[Collected data entries]
· · · · ·
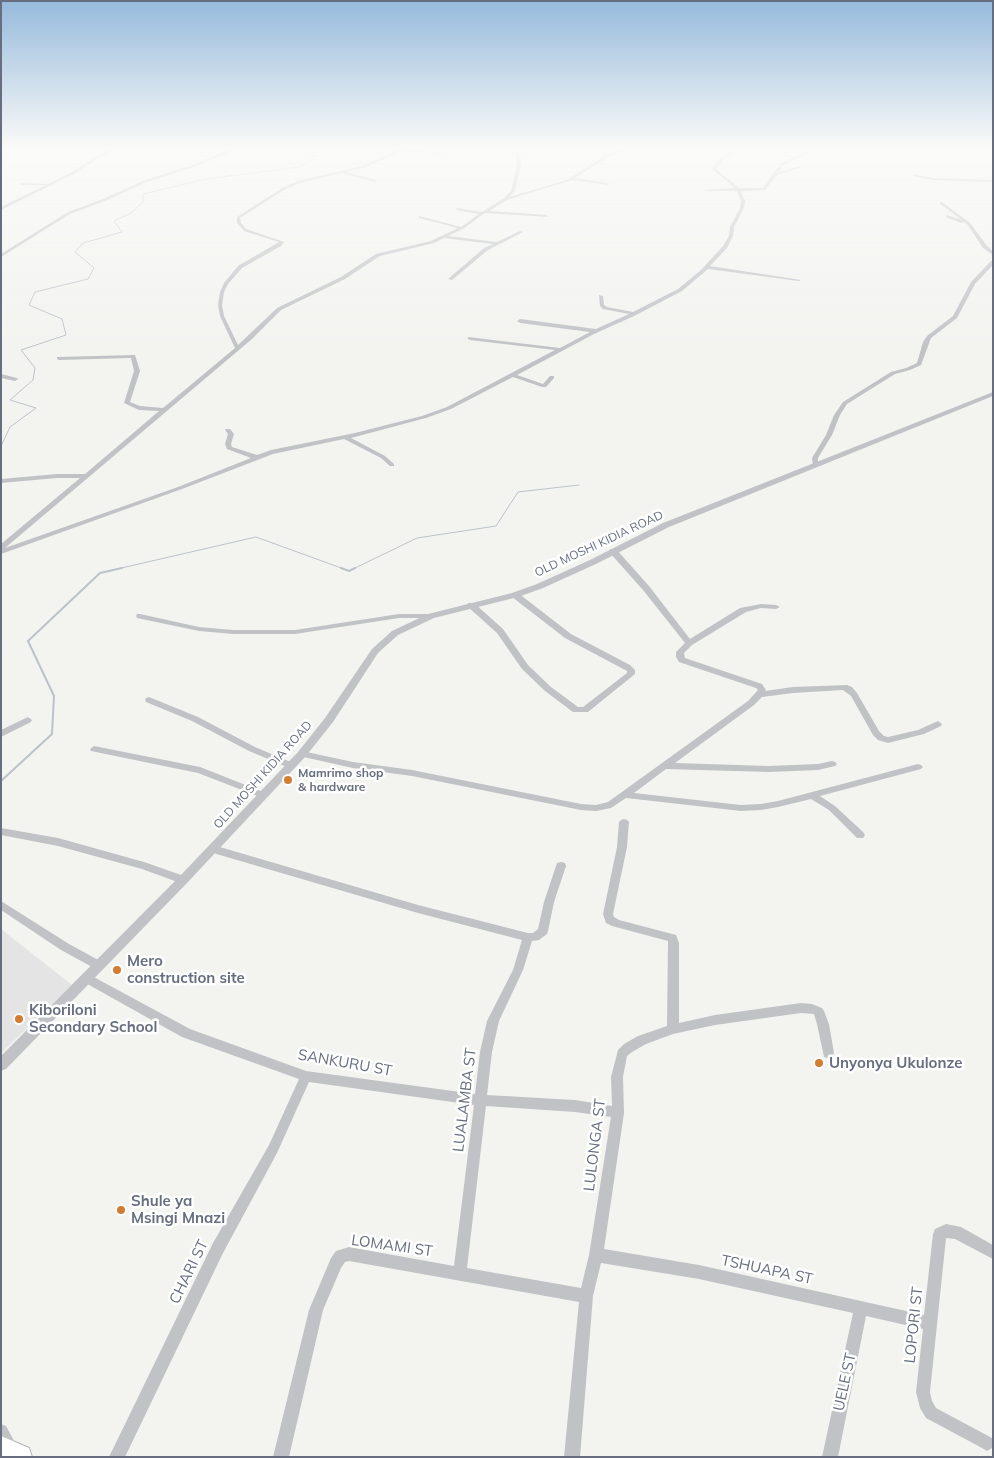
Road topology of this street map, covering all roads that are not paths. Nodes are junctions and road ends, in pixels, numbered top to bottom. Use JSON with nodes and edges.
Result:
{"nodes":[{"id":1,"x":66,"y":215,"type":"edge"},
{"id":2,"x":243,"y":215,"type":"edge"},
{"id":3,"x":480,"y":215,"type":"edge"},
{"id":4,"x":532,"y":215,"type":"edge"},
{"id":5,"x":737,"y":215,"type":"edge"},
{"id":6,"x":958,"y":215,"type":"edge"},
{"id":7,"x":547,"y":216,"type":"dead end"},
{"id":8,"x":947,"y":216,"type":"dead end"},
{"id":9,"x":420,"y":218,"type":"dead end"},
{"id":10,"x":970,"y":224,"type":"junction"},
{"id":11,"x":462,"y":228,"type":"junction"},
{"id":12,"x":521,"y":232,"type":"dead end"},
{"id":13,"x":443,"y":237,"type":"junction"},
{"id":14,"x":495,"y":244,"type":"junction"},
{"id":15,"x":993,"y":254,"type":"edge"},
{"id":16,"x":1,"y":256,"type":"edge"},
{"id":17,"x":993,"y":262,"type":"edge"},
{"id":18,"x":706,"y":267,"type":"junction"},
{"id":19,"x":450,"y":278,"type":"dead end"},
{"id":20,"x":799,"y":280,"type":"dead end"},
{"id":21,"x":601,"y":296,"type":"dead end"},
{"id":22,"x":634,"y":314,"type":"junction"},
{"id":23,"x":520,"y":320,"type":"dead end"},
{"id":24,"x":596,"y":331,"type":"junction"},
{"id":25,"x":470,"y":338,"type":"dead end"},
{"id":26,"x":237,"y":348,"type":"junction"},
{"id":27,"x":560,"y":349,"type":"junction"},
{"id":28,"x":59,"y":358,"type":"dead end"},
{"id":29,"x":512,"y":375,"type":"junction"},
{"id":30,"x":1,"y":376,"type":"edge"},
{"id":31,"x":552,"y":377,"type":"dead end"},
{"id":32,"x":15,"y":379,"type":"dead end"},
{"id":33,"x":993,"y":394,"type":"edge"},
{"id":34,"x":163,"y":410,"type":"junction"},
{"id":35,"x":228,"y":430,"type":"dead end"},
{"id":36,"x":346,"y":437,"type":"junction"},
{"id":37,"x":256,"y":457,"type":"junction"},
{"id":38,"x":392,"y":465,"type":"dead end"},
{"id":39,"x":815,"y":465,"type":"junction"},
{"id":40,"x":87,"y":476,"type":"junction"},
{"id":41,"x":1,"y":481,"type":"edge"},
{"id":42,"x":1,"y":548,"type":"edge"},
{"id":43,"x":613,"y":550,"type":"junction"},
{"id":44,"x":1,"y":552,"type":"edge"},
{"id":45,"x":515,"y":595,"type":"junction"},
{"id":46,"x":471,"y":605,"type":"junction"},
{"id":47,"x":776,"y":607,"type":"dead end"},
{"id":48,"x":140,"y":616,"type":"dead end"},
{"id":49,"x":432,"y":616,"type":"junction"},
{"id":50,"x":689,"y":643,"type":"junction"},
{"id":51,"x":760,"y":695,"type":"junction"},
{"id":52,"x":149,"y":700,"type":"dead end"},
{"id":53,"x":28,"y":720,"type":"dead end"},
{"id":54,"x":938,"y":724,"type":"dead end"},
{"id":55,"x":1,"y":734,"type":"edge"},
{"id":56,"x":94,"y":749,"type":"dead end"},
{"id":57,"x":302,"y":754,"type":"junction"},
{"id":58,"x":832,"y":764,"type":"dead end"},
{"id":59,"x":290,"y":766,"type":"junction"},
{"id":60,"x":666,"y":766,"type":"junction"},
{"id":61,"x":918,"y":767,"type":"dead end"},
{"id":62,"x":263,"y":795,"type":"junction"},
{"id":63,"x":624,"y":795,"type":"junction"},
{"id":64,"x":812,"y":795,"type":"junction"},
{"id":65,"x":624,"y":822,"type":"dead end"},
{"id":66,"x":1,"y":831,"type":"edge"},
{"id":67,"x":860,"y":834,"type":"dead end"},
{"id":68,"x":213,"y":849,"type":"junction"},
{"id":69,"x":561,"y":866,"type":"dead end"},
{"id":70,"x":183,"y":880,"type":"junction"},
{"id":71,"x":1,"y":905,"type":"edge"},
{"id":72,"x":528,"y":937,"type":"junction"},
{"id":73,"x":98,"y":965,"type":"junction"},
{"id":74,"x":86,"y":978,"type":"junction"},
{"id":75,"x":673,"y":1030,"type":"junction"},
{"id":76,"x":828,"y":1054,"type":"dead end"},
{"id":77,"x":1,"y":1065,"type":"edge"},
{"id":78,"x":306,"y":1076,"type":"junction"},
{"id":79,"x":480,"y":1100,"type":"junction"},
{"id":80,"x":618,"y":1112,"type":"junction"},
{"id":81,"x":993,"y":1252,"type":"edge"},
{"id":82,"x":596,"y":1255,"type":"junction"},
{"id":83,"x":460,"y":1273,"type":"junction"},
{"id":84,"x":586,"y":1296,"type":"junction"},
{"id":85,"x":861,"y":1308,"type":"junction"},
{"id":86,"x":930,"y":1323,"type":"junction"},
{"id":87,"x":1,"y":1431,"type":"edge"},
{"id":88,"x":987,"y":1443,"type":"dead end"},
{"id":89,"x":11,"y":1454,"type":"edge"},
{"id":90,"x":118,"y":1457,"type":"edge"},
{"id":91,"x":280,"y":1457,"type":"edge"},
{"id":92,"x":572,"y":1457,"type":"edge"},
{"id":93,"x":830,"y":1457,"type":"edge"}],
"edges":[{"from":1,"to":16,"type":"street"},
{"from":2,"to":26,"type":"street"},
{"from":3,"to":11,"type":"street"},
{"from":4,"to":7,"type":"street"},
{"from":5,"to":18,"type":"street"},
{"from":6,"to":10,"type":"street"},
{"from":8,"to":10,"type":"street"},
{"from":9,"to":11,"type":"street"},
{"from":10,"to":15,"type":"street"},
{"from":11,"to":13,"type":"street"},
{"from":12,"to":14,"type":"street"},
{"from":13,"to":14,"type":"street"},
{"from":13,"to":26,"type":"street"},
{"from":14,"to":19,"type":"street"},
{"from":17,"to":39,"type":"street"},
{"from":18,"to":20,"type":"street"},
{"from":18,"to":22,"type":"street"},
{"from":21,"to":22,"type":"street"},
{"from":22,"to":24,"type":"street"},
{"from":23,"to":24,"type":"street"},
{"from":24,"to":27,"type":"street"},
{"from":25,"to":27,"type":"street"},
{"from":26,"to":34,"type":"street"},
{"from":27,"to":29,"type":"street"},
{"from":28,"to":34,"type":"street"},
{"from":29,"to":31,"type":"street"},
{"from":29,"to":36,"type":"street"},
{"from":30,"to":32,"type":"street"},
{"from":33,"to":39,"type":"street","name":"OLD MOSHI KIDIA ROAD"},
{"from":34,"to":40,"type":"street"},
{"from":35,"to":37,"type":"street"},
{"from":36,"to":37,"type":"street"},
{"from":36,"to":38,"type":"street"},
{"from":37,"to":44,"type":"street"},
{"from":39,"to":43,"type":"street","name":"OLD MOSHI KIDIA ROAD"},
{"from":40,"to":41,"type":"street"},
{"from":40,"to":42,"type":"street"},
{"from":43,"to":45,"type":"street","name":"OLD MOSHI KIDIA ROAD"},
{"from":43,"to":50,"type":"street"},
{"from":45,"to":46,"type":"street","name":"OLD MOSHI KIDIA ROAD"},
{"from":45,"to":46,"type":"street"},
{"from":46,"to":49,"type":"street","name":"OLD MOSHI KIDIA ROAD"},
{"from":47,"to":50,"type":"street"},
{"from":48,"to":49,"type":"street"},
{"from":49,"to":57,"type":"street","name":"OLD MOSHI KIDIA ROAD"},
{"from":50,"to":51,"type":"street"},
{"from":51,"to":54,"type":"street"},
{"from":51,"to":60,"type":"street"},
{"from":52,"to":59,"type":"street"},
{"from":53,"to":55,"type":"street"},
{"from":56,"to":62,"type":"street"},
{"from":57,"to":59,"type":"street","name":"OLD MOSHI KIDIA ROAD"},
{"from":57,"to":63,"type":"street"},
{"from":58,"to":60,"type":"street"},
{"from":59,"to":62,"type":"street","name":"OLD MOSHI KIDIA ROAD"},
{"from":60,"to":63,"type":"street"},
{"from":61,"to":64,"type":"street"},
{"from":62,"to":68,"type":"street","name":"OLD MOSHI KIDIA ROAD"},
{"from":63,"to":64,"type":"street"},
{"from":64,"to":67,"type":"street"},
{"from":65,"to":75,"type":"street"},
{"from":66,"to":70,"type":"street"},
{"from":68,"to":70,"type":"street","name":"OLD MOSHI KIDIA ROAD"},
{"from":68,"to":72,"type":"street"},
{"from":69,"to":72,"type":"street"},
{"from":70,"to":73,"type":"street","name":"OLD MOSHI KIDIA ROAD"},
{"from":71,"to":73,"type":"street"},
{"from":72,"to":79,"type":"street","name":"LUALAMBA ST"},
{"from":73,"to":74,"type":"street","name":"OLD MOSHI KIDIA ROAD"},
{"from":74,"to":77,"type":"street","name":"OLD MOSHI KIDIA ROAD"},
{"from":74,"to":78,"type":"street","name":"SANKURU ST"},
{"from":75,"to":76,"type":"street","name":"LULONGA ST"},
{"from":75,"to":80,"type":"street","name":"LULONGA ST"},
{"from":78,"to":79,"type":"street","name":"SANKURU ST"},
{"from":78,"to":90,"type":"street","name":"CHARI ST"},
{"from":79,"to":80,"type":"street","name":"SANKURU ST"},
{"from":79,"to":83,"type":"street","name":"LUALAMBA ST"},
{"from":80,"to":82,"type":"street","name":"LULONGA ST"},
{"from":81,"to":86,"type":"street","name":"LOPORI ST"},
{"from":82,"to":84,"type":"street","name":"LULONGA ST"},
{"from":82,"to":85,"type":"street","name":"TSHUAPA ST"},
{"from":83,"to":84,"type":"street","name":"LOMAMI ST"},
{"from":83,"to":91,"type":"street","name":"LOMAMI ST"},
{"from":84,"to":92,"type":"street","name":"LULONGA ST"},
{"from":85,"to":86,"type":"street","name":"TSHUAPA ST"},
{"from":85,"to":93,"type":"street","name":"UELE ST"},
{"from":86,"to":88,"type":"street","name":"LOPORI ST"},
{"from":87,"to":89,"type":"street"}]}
· · · · ·
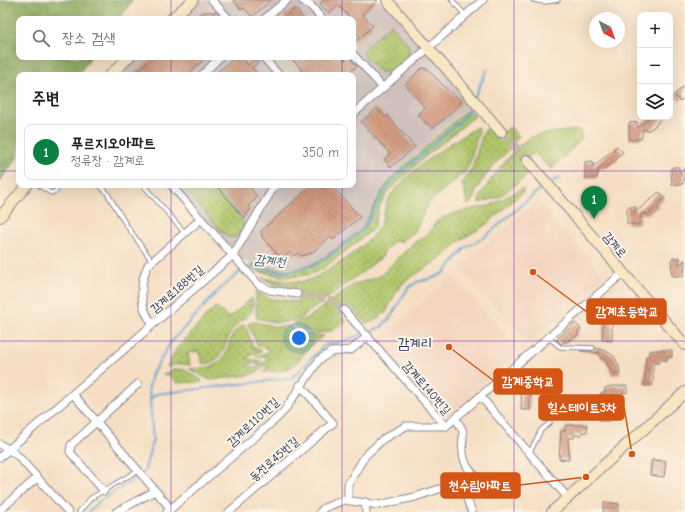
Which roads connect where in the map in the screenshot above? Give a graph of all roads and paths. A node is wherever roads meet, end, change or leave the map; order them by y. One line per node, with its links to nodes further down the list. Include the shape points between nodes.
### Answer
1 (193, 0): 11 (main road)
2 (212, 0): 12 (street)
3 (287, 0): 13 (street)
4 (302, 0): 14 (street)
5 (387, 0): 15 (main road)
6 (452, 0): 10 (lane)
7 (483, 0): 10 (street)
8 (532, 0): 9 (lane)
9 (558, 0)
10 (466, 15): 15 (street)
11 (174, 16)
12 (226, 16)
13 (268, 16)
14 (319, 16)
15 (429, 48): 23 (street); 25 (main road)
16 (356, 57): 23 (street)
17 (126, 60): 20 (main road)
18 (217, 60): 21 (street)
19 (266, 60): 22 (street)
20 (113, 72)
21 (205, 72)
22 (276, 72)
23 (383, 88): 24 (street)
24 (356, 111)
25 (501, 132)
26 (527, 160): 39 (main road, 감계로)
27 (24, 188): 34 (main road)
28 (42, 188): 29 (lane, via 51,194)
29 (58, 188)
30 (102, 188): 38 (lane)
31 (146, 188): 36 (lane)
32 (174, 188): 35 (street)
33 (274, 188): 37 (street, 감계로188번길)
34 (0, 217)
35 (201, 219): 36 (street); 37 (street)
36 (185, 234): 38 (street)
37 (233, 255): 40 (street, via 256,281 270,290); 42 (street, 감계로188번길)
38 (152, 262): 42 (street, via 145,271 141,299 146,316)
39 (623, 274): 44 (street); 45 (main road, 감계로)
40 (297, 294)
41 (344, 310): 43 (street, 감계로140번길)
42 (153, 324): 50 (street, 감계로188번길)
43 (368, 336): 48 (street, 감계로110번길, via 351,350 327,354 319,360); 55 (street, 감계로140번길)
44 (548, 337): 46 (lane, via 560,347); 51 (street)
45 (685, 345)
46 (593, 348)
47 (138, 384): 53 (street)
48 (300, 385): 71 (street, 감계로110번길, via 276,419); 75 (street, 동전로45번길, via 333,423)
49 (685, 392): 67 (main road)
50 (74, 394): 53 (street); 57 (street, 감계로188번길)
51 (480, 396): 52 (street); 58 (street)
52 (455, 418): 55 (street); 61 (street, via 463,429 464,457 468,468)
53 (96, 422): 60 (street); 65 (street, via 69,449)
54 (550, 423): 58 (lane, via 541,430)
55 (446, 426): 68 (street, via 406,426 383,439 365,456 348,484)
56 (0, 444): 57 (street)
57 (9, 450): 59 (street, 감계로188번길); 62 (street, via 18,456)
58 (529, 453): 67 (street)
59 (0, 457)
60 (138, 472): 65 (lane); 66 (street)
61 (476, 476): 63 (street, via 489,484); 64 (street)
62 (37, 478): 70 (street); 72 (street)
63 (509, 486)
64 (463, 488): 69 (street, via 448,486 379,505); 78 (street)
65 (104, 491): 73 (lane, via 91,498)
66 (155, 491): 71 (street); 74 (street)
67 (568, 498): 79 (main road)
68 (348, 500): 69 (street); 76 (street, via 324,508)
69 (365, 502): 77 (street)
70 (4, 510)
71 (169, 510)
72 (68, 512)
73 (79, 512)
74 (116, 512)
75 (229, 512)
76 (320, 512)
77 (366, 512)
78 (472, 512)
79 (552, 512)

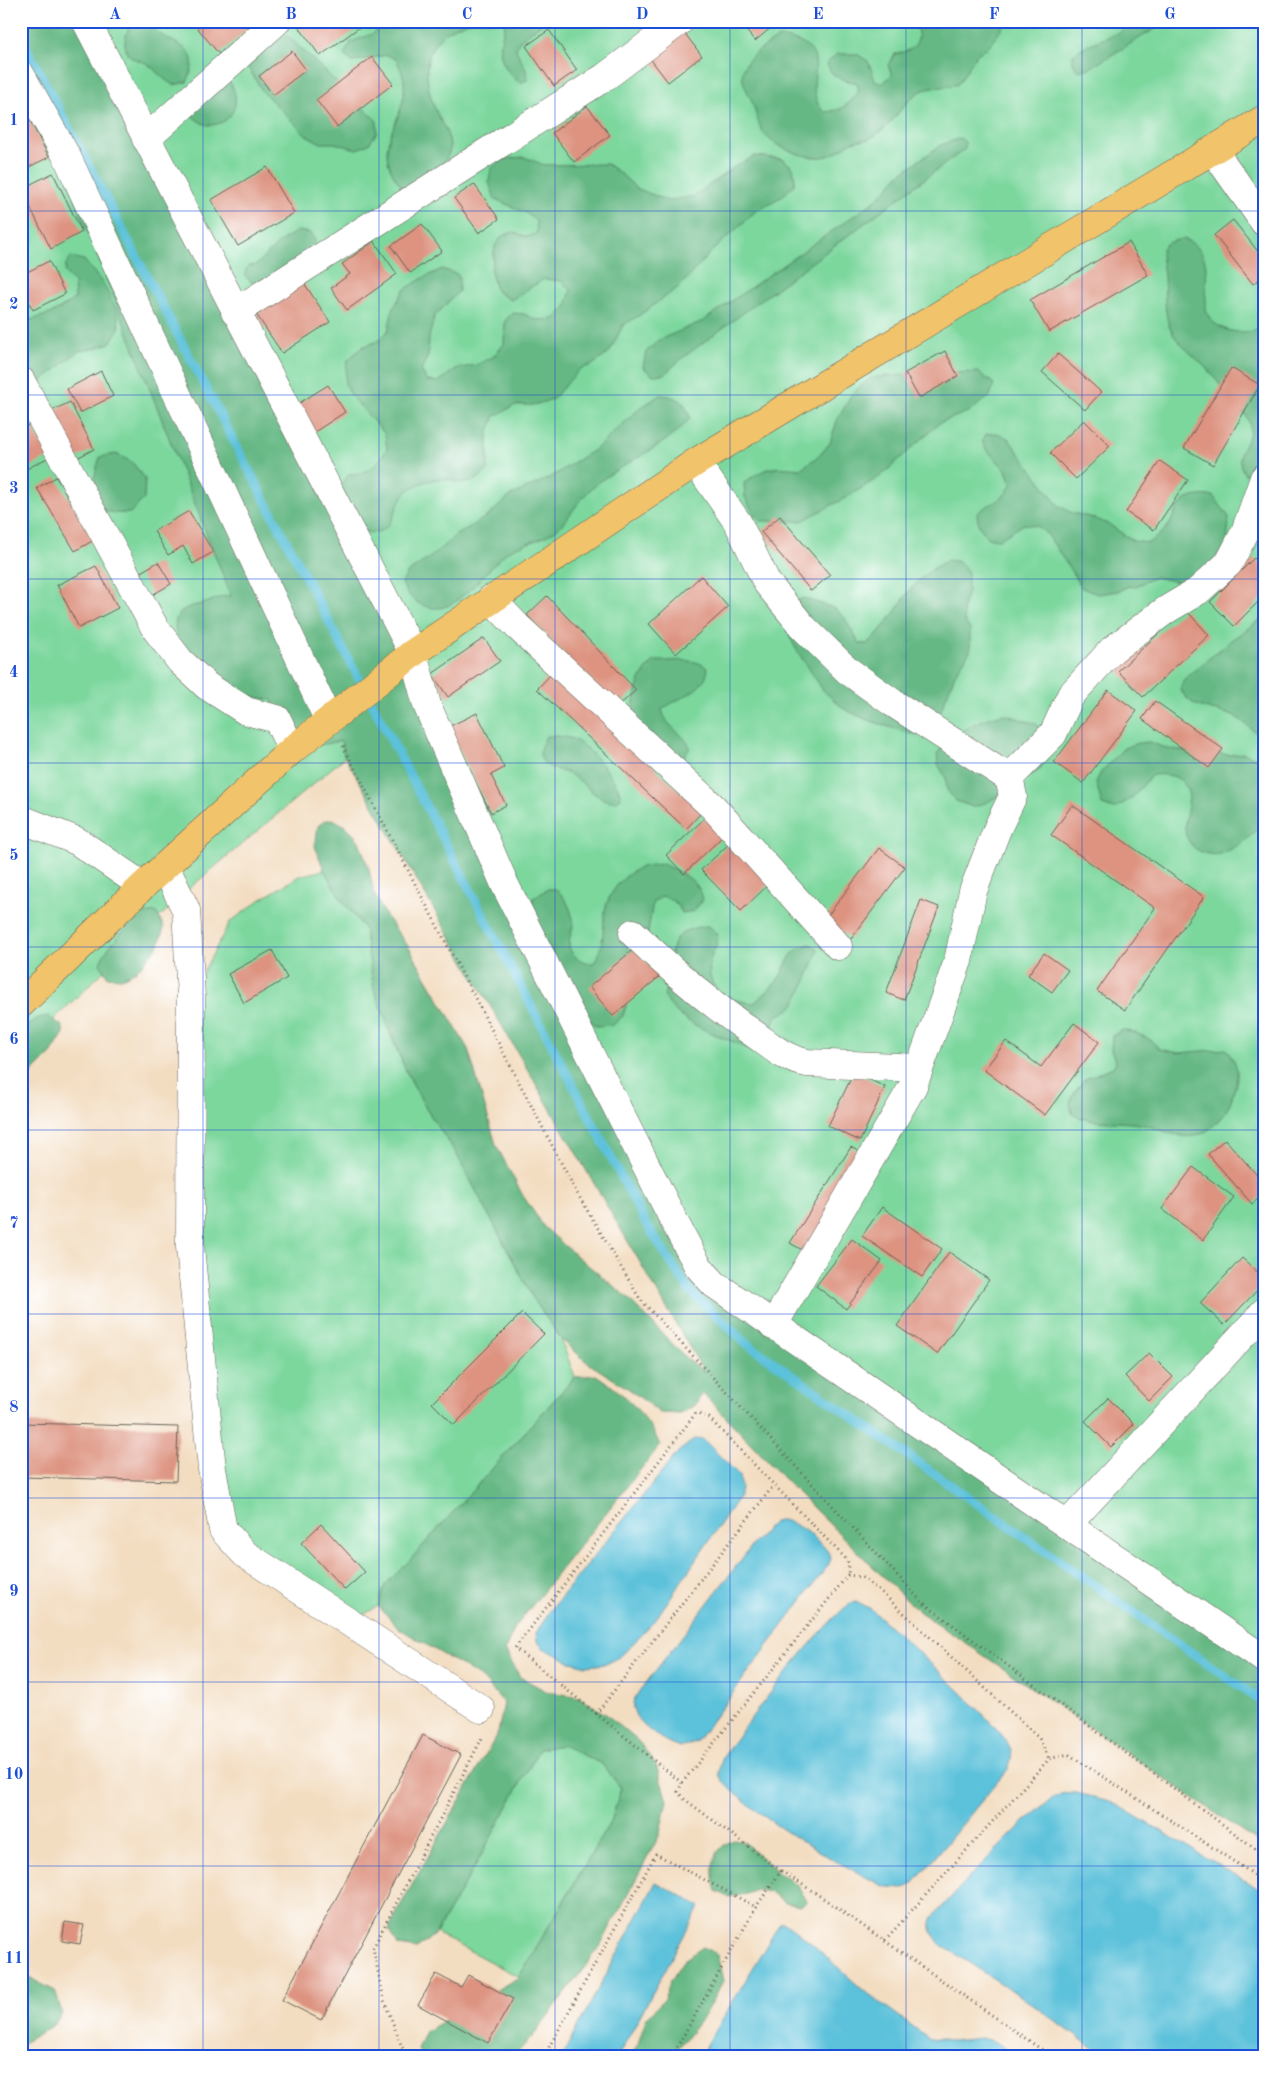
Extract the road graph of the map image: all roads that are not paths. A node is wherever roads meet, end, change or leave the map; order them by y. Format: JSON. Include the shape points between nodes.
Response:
· · · · ·
List the lines of the records where "change" occurs.

Which roads connect where in the map in the screenshot above? Give a graph of all roads and paths. A node is wherever roads meet, end, change or leave the map; order them by y. One line per node, with its links to nodes further down the list. Include the shape points between nodes.
Extract the road graph of the map image: all roads that are not paths. A node is wherever roads meet, end, change or leave the map; order them by y. Format: JSON. Include the shape points between nodes.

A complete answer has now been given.